Problem to solve: A verbatim transcript of the data that follows, free of images, is the expected result.

(Data provided)

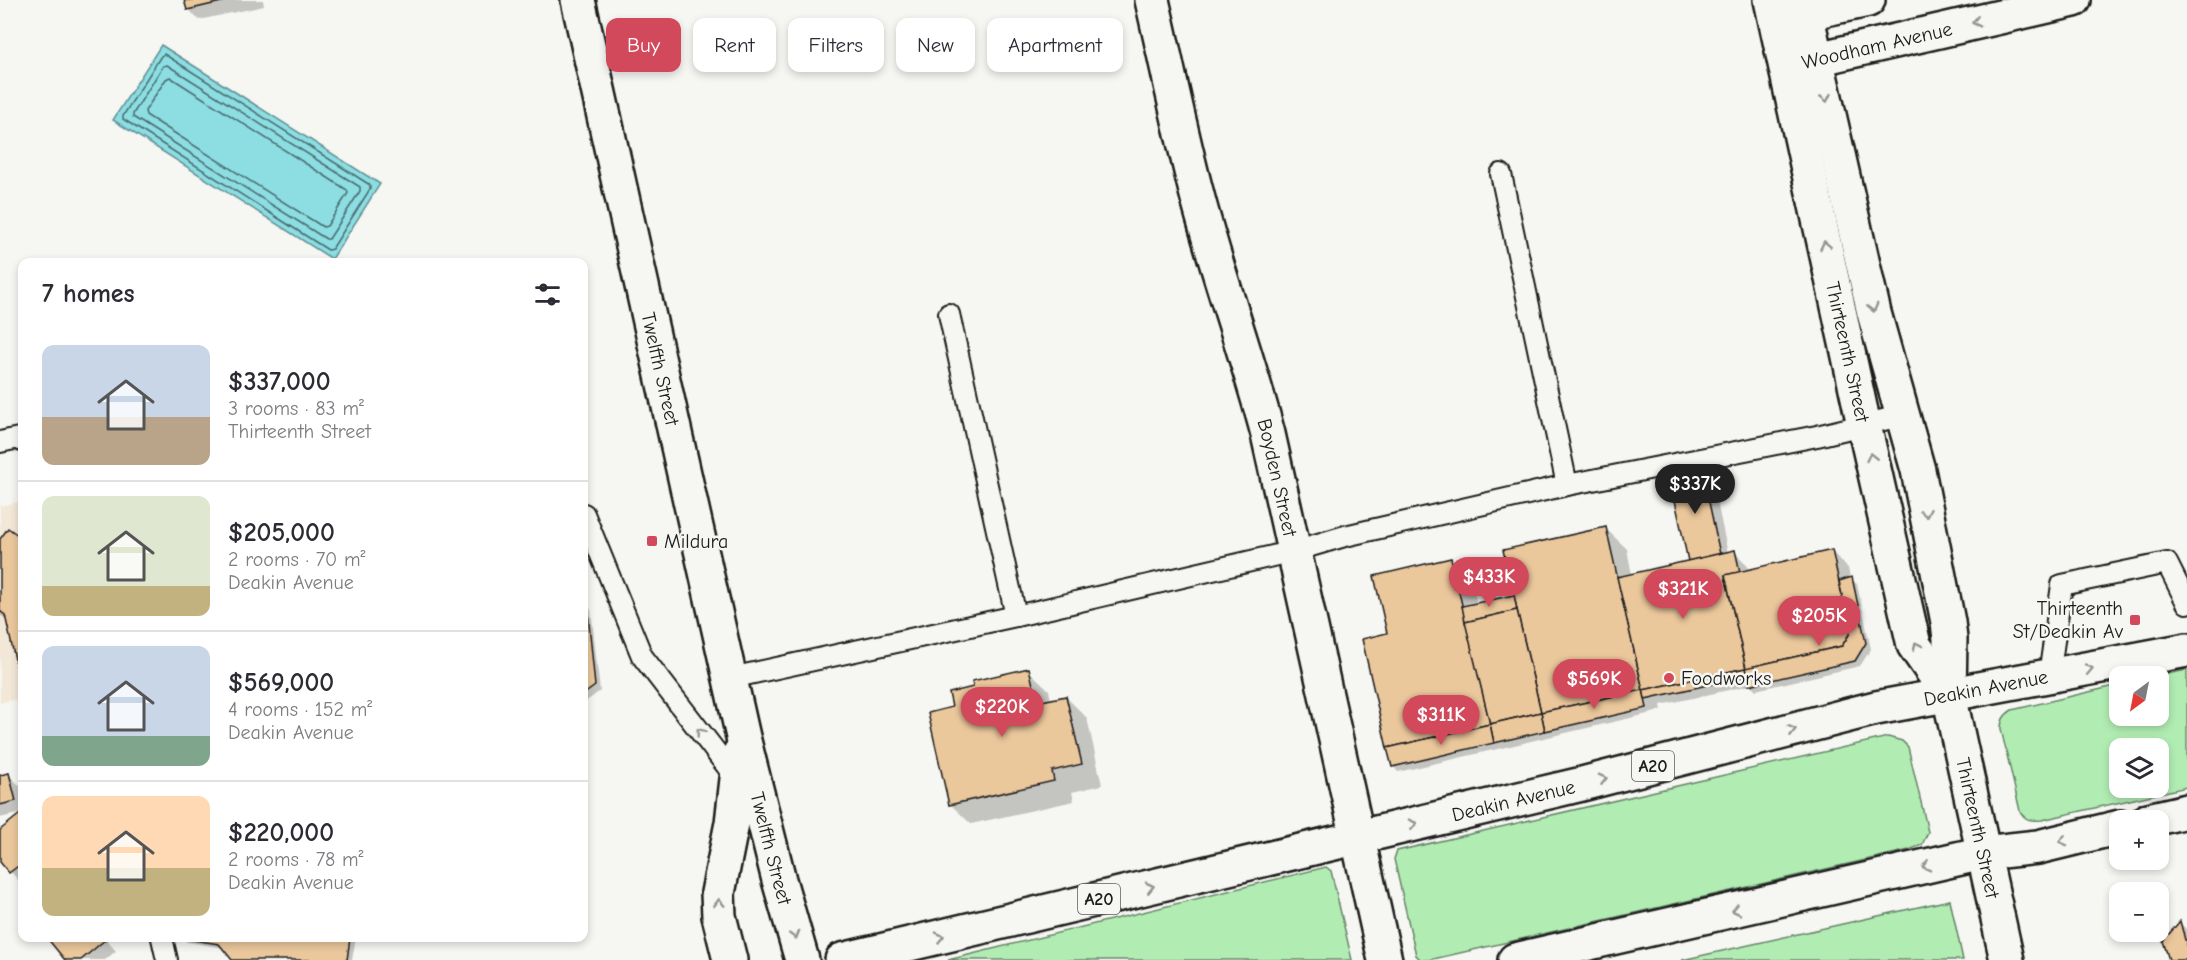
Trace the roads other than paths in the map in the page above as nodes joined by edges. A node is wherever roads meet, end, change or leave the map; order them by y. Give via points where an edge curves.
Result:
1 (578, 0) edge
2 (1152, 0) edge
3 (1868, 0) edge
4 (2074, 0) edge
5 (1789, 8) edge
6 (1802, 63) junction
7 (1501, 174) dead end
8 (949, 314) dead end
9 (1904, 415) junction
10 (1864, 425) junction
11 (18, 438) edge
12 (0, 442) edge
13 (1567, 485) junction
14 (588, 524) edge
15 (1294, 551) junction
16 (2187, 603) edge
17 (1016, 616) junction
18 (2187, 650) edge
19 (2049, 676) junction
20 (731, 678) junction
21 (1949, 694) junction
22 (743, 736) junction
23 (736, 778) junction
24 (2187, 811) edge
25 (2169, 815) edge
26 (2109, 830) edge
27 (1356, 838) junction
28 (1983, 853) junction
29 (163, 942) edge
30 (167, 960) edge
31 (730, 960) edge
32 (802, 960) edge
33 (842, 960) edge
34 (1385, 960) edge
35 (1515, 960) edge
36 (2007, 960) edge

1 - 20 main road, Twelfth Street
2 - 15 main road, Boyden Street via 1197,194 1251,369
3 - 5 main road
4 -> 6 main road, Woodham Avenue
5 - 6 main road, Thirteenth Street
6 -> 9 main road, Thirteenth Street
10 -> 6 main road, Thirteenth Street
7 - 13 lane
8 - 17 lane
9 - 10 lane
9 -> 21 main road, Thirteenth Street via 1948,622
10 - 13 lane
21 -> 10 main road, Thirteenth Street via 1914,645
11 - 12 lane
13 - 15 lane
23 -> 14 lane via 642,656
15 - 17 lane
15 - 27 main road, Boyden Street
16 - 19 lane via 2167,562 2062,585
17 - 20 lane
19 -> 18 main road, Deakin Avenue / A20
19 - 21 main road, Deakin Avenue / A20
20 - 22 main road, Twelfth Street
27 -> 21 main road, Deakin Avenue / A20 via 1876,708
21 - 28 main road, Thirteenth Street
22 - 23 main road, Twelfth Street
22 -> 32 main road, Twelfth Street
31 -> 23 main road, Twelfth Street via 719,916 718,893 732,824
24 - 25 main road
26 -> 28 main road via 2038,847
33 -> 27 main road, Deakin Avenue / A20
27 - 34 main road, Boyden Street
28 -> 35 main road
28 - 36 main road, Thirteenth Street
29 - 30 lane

(End Data provided)

Solved exercise:
Trace the roads other than paths in the map in the page above as nodes joined by edges. A node is wherever roads meet, end, change or leave the map; order them by y. Give via points where an edge curves.
Result:
1 (578, 0) edge
2 (1152, 0) edge
3 (1868, 0) edge
4 (2074, 0) edge
5 (1789, 8) edge
6 (1802, 63) junction
7 (1501, 174) dead end
8 (949, 314) dead end
9 (1904, 415) junction
10 (1864, 425) junction
11 (18, 438) edge
12 (0, 442) edge
13 (1567, 485) junction
14 (588, 524) edge
15 (1294, 551) junction
16 (2187, 603) edge
17 (1016, 616) junction
18 (2187, 650) edge
19 (2049, 676) junction
20 (731, 678) junction
21 (1949, 694) junction
22 (743, 736) junction
23 (736, 778) junction
24 (2187, 811) edge
25 (2169, 815) edge
26 (2109, 830) edge
27 (1356, 838) junction
28 (1983, 853) junction
29 (163, 942) edge
30 (167, 960) edge
31 (730, 960) edge
32 (802, 960) edge
33 (842, 960) edge
34 (1385, 960) edge
35 (1515, 960) edge
36 (2007, 960) edge

1 - 20 main road, Twelfth Street
2 - 15 main road, Boyden Street via 1197,194 1251,369
3 - 5 main road
4 -> 6 main road, Woodham Avenue
5 - 6 main road, Thirteenth Street
6 -> 9 main road, Thirteenth Street
10 -> 6 main road, Thirteenth Street
7 - 13 lane
8 - 17 lane
9 - 10 lane
9 -> 21 main road, Thirteenth Street via 1948,622
10 - 13 lane
21 -> 10 main road, Thirteenth Street via 1914,645
11 - 12 lane
13 - 15 lane
23 -> 14 lane via 642,656
15 - 17 lane
15 - 27 main road, Boyden Street
16 - 19 lane via 2167,562 2062,585
17 - 20 lane
19 -> 18 main road, Deakin Avenue / A20
19 - 21 main road, Deakin Avenue / A20
20 - 22 main road, Twelfth Street
27 -> 21 main road, Deakin Avenue / A20 via 1876,708
21 - 28 main road, Thirteenth Street
22 - 23 main road, Twelfth Street
22 -> 32 main road, Twelfth Street
31 -> 23 main road, Twelfth Street via 719,916 718,893 732,824
24 - 25 main road
26 -> 28 main road via 2038,847
33 -> 27 main road, Deakin Avenue / A20
27 - 34 main road, Boyden Street
28 -> 35 main road
28 - 36 main road, Thirteenth Street
29 - 30 lane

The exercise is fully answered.